§ What you will do: Copy exactly the lines that run from the one containing "Trace all roads" through the end of the entries, both ends included.

--- Materials provided ---

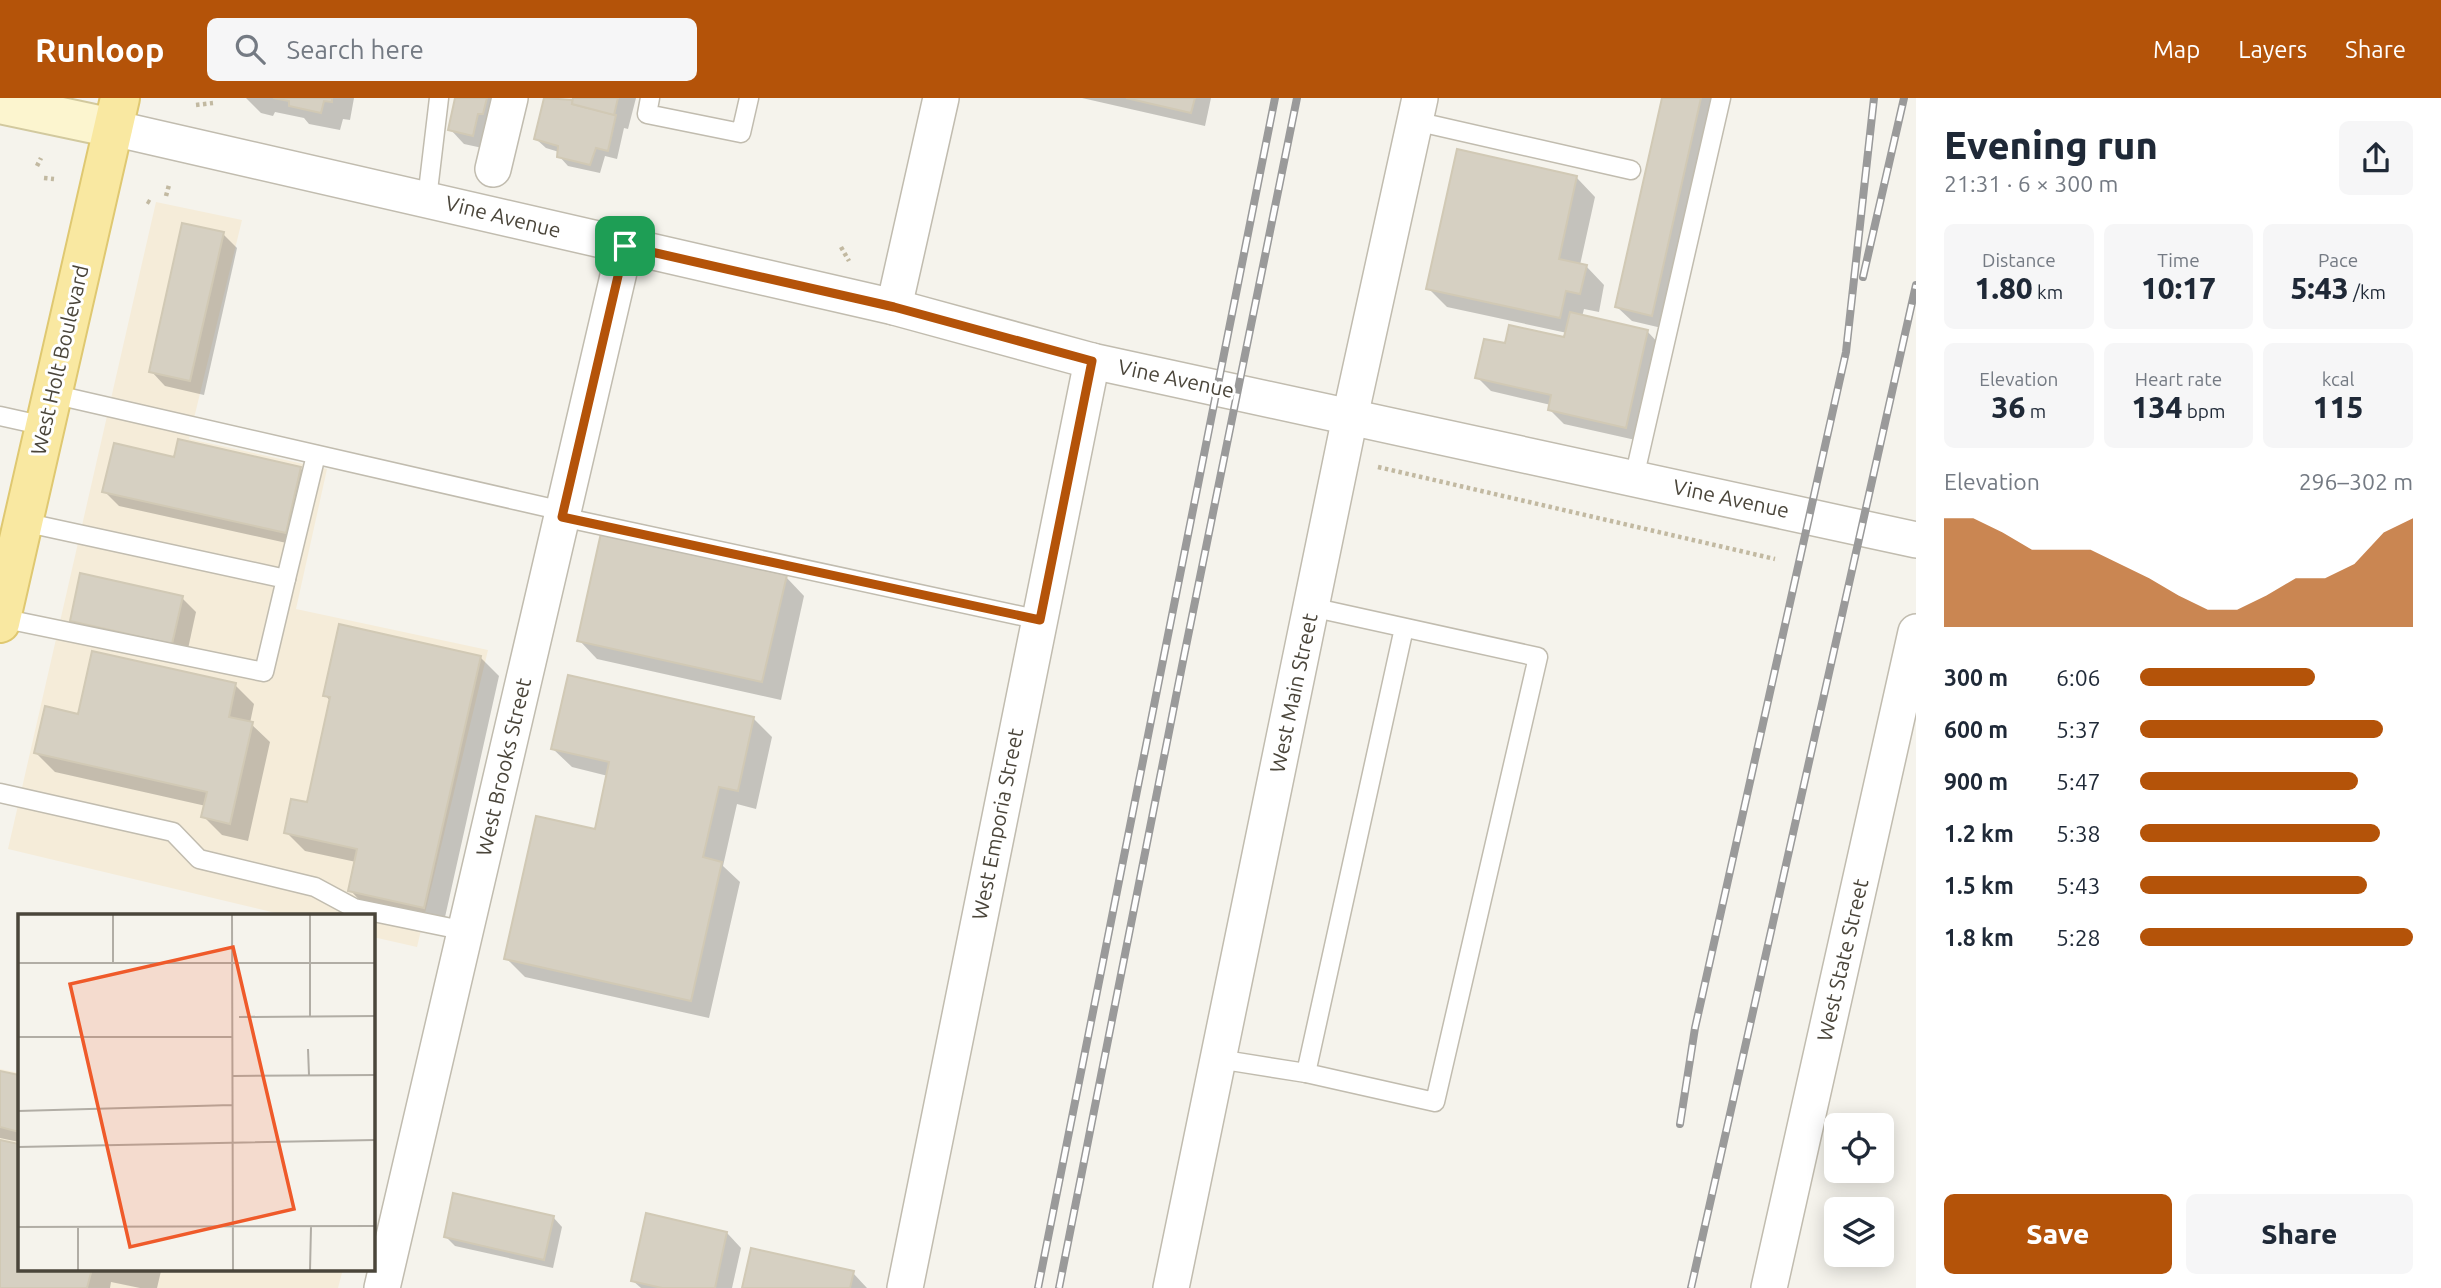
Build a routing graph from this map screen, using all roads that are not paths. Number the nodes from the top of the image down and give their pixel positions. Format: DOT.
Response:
graph roads {
  1 [pos="439,98"];
  2 [pos="510,98"];
  3 [pos="650,98"];
  4 [pos="749,98"];
  5 [pos="941,98"];
  6 [pos="1721,98"];
  7 [pos="0,104"];
  8 [pos="1418,110"];
  9 [pos="117,113"];
  10 [pos="493,169"];
  11 [pos="1631,170"];
  12 [pos="426,199"];
  13 [pos="625,246"];
  14 [pos="894,307"];
  15 [pos="1092,361"];
  16 [pos="49,410"];
  17 [pos="0,416"];
  18 [pos="1350,417"];
  19 [pos="316,455"];
  20 [pos="1634,478"];
  21 [pos="563,514"];
  22 [pos="23,522"];
  23 [pos="1916,540"];
  24 [pos="286,579"];
  25 [pos="1311,607"];
  26 [pos="1,620"];
  27 [pos="1040,620"];
  28 [pos="1404,628"];
  29 [pos="1916,632"];
  30 [pos="0,793"];
  31 [pos="466,931"];
  32 [pos="1218,1059"];
  33 [pos="1306,1073"];
  34 [pos="383,1288"];
  35 [pos="905,1288"];
  36 [pos="1171,1288"];
  37 [pos="1769,1288"];
  1 -- 12 [label="lane"];
  2 -- 10 [label="street"];
  3 -- 4 [label="lane"];
  5 -- 14 [label="street"];
  6 -- 20 [label="lane"];
  7 -- 9 [label="street"];
  8 -- 11 [label="lane"];
  8 -- 18 [label="street, West Main Street"];
  9 -- 12 [label="street, Vine Avenue"];
  9 -- 16 [label="main road, West Holt Boulevard"];
  12 -- 13 [label="street, Vine Avenue"];
  13 -- 14 [label="street, Vine Avenue"];
  13 -- 21 [label="street, West Brooks Street"];
  14 -- 15 [label="street, Vine Avenue"];
  15 -- 18 [label="street, Vine Avenue"];
  15 -- 27 [label="street, West Emporia Street"];
  16 -- 17 [label="lane"];
  16 -- 19 [label="lane"];
  16 -- 22 [label="main road, West Holt Boulevard"];
  18 -- 20 [label="street, Vine Avenue"];
  18 -- 25 [label="street, West Main Street"];
  19 -- 21 [label="lane"];
  19 -- 24 [label="lane"];
  20 -- 23 [label="street, Vine Avenue"];
  21 -- 27 [label="lane"];
  21 -- 31 [label="street, West Brooks Street"];
  22 -- 24 [label="lane"];
  22 -- 26 [label="main road, West Holt Boulevard"];
  24 -- 26 [label="lane"];
  25 -- 28 [label="lane"];
  25 -- 32 [label="street, West Main Street"];
  27 -- 35 [label="street, West Emporia Street"];
  28 -- 33 [label="lane"];
  28 -- 33 [label="lane"];
  29 -- 37 [label="street, West State Street"];
  30 -- 31 [label="lane"];
  31 -- 34 [label="street, West Brooks Street"];
  32 -- 33 [label="lane"];
  32 -- 36 [label="street, West Main Street"];
}
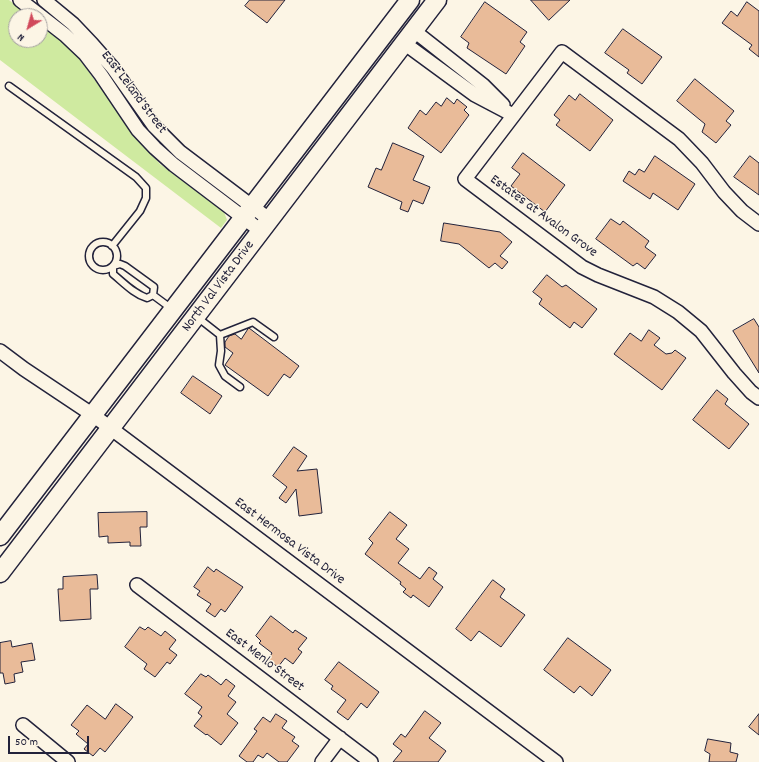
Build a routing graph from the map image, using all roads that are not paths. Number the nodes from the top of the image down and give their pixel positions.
1 (20, 0) edge
2 (44, 0) edge
3 (410, 0) edge
4 (436, 0) edge
5 (409, 36) junction
6 (447, 57) junction
7 (439, 68) junction
8 (9, 86) dead end
9 (513, 115) junction
10 (248, 212) junction
11 (759, 224) edge
12 (265, 226) junction
13 (112, 246) junction
14 (113, 266) junction
15 (153, 295) junction
16 (173, 310) junction
17 (196, 316) junction
18 (239, 328) junction
19 (220, 335) junction
20 (237, 336) dead end
21 (274, 337) dead end
22 (227, 349) dead end
23 (0, 351) edge
24 (221, 351) junction
25 (240, 387) dead end
26 (759, 398) edge
27 (93, 415) junction
28 (110, 428) junction
29 (0, 536) edge
30 (0, 573) edge
31 (137, 586) dead end
32 (23, 725) dead end
33 (340, 738) junction
34 (68, 762) edge
35 (322, 762) edge
36 (371, 762) edge
37 (556, 762) edge

1 - 10 street, East Leland Street
2 - 10 street, East Leland Street
3 - 10 main road, North Val Vista Drive
4 - 5 main road, North Val Vista Drive
5 - 6 street
5 - 7 street
5 - 12 main road, North Val Vista Drive
6 - 7 street
6 - 9 street
7 - 9 street
8 - 13 lane
9 - 11 street, Estates at Avalon Grove
9 - 26 street, Estates at Avalon Grove
10 - 12 street, East Leland Street
10 - 16 main road, North Val Vista Drive
12 - 17 main road, North Val Vista Drive
13 - 14 lane
13 - 14 lane
14 - 15 lane
14 - 15 lane
15 - 16 lane
16 - 27 main road, North Val Vista Drive
17 - 19 lane
17 - 28 main road, North Val Vista Drive
18 - 19 lane
18 - 20 lane
18 - 21 lane
19 - 24 lane
22 - 24 lane
23 - 27 street, East Hermosa Vista Drive
24 - 25 lane
27 - 28 street, East Hermosa Vista Drive
27 - 29 main road, North Val Vista Drive
28 - 30 main road, North Val Vista Drive
28 - 37 street, East Hermosa Vista Drive
31 - 33 street, East Menlo Street
32 - 34 street
33 - 35 street
33 - 36 street, East Menlo Street

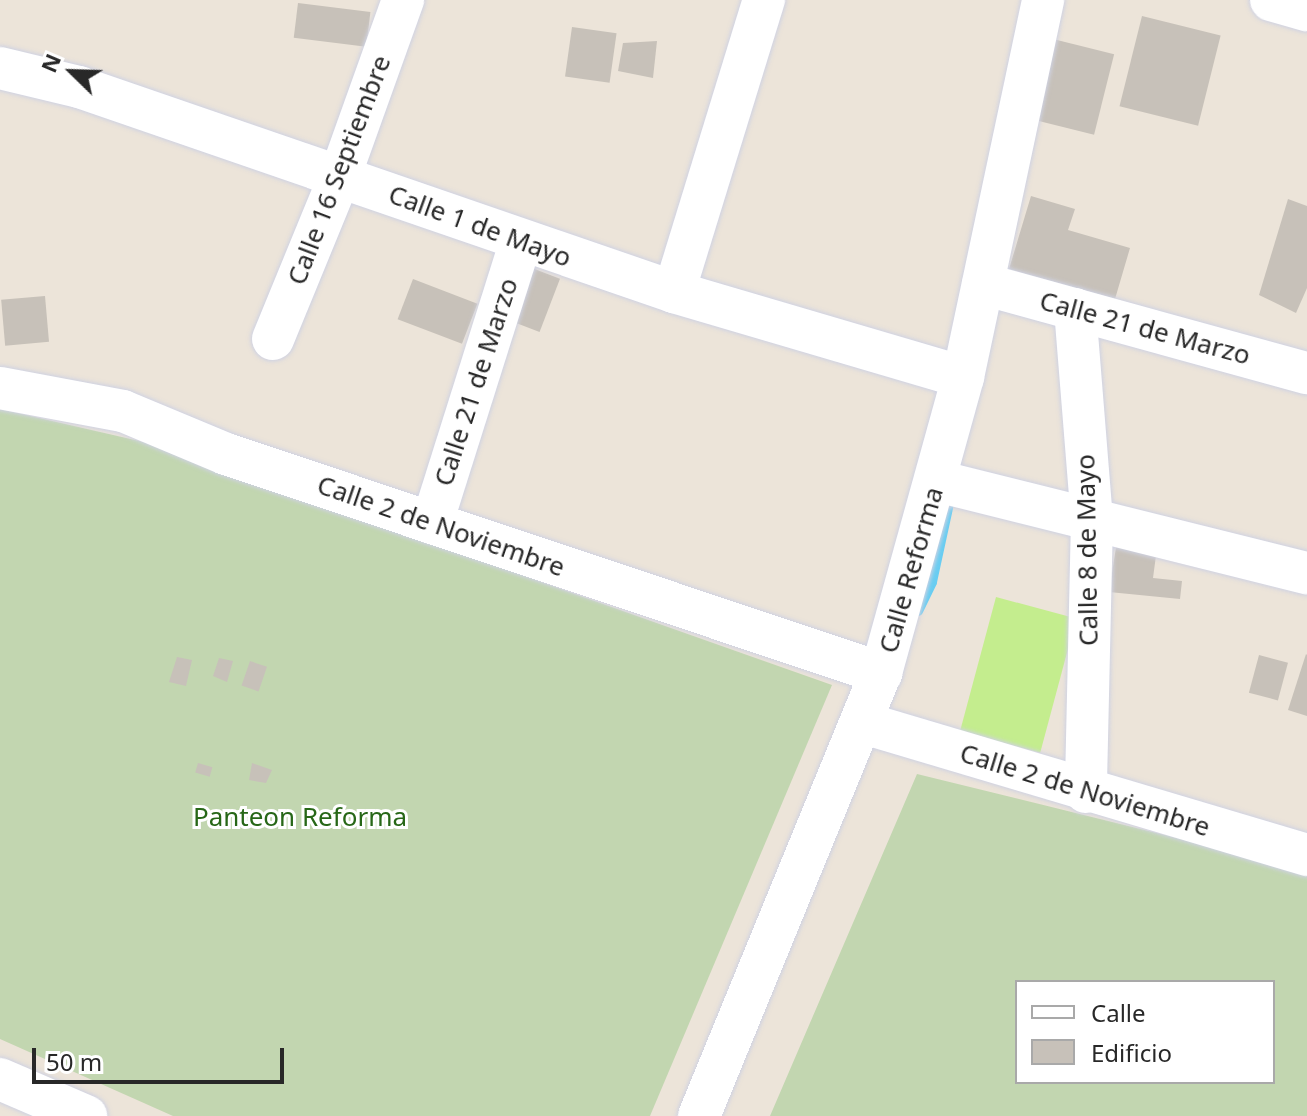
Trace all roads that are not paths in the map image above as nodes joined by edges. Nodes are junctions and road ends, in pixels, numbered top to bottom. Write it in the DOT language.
graph roads {
  1 [pos="403,0"];
  2 [pos="764,0"];
  3 [pos="1043,0"];
  4 [pos="1271,0"];
  5 [pos="1307,10"];
  6 [pos="0,68"];
  7 [pos="340,176"];
  8 [pos="521,241"];
  9 [pos="983,284"];
  10 [pos="674,292"];
  11 [pos="1075,309"];
  12 [pos="273,339"];
  13 [pos="1307,373"];
  14 [pos="963,377"];
  15 [pos="0,388"];
  16 [pos="937,481"];
  17 [pos="1092,519"];
  18 [pos="432,523"];
  19 [pos="1307,573"];
  20 [pos="881,673"];
  21 [pos="864,723"];
  22 [pos="1086,792"];
  23 [pos="1307,855"];
  24 [pos="0,1079"];
  25 [pos="86,1116"];
  26 [pos="699,1116"];
  1 -- 7 [label="street, Calle 16 Septiembre"];
  2 -- 10 [label="street"];
  3 -- 9 [label="street, Calle Reforma"];
  4 -- 5 [label="street"];
  6 -- 7 [label="street, Calle 1 de Mayo"];
  7 -- 8 [label="street, Calle 1 de Mayo"];
  7 -- 12 [label="street, Calle 16 Septiembre"];
  8 -- 10 [label="street, Calle 1 de Mayo"];
  8 -- 18 [label="street, Calle 21 de Marzo"];
  9 -- 11 [label="street, Calle 21 de Marzo"];
  9 -- 14 [label="street, Calle Reforma"];
  10 -- 14 [label="street, Calle 1 de Mayo"];
  11 -- 13 [label="street, Calle 21 de Marzo"];
  11 -- 17 [label="street, Calle 8 de Mayo"];
  14 -- 16 [label="street, Calle Reforma"];
  15 -- 18 [label="street, Calle 2 de Noviembre"];
  16 -- 17 [label="street"];
  16 -- 20 [label="street, Calle Reforma"];
  17 -- 19 [label="street"];
  17 -- 22 [label="street, Calle 8 de Mayo"];
  18 -- 20 [label="street, Calle 2 de Noviembre"];
  20 -- 21 [label="street, Calle Reforma"];
  21 -- 22 [label="street, Calle 2 de Noviembre"];
  21 -- 26 [label="street, Calle Reforma"];
  22 -- 23 [label="street, Calle 2 de Noviembre"];
  24 -- 25 [label="street"];
}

---

§ Answer:
Trace all roads that are not paths in the map image above as nodes joined by edges. Nodes are junctions and road ends, in pixels, numbered top to bottom. Write it in the DOT language.
graph roads {
  1 [pos="403,0"];
  2 [pos="764,0"];
  3 [pos="1043,0"];
  4 [pos="1271,0"];
  5 [pos="1307,10"];
  6 [pos="0,68"];
  7 [pos="340,176"];
  8 [pos="521,241"];
  9 [pos="983,284"];
  10 [pos="674,292"];
  11 [pos="1075,309"];
  12 [pos="273,339"];
  13 [pos="1307,373"];
  14 [pos="963,377"];
  15 [pos="0,388"];
  16 [pos="937,481"];
  17 [pos="1092,519"];
  18 [pos="432,523"];
  19 [pos="1307,573"];
  20 [pos="881,673"];
  21 [pos="864,723"];
  22 [pos="1086,792"];
  23 [pos="1307,855"];
  24 [pos="0,1079"];
  25 [pos="86,1116"];
  26 [pos="699,1116"];
  1 -- 7 [label="street, Calle 16 Septiembre"];
  2 -- 10 [label="street"];
  3 -- 9 [label="street, Calle Reforma"];
  4 -- 5 [label="street"];
  6 -- 7 [label="street, Calle 1 de Mayo"];
  7 -- 8 [label="street, Calle 1 de Mayo"];
  7 -- 12 [label="street, Calle 16 Septiembre"];
  8 -- 10 [label="street, Calle 1 de Mayo"];
  8 -- 18 [label="street, Calle 21 de Marzo"];
  9 -- 11 [label="street, Calle 21 de Marzo"];
  9 -- 14 [label="street, Calle Reforma"];
  10 -- 14 [label="street, Calle 1 de Mayo"];
  11 -- 13 [label="street, Calle 21 de Marzo"];
  11 -- 17 [label="street, Calle 8 de Mayo"];
  14 -- 16 [label="street, Calle Reforma"];
  15 -- 18 [label="street, Calle 2 de Noviembre"];
  16 -- 17 [label="street"];
  16 -- 20 [label="street, Calle Reforma"];
  17 -- 19 [label="street"];
  17 -- 22 [label="street, Calle 8 de Mayo"];
  18 -- 20 [label="street, Calle 2 de Noviembre"];
  20 -- 21 [label="street, Calle Reforma"];
  21 -- 22 [label="street, Calle 2 de Noviembre"];
  21 -- 26 [label="street, Calle Reforma"];
  22 -- 23 [label="street, Calle 2 de Noviembre"];
  24 -- 25 [label="street"];
}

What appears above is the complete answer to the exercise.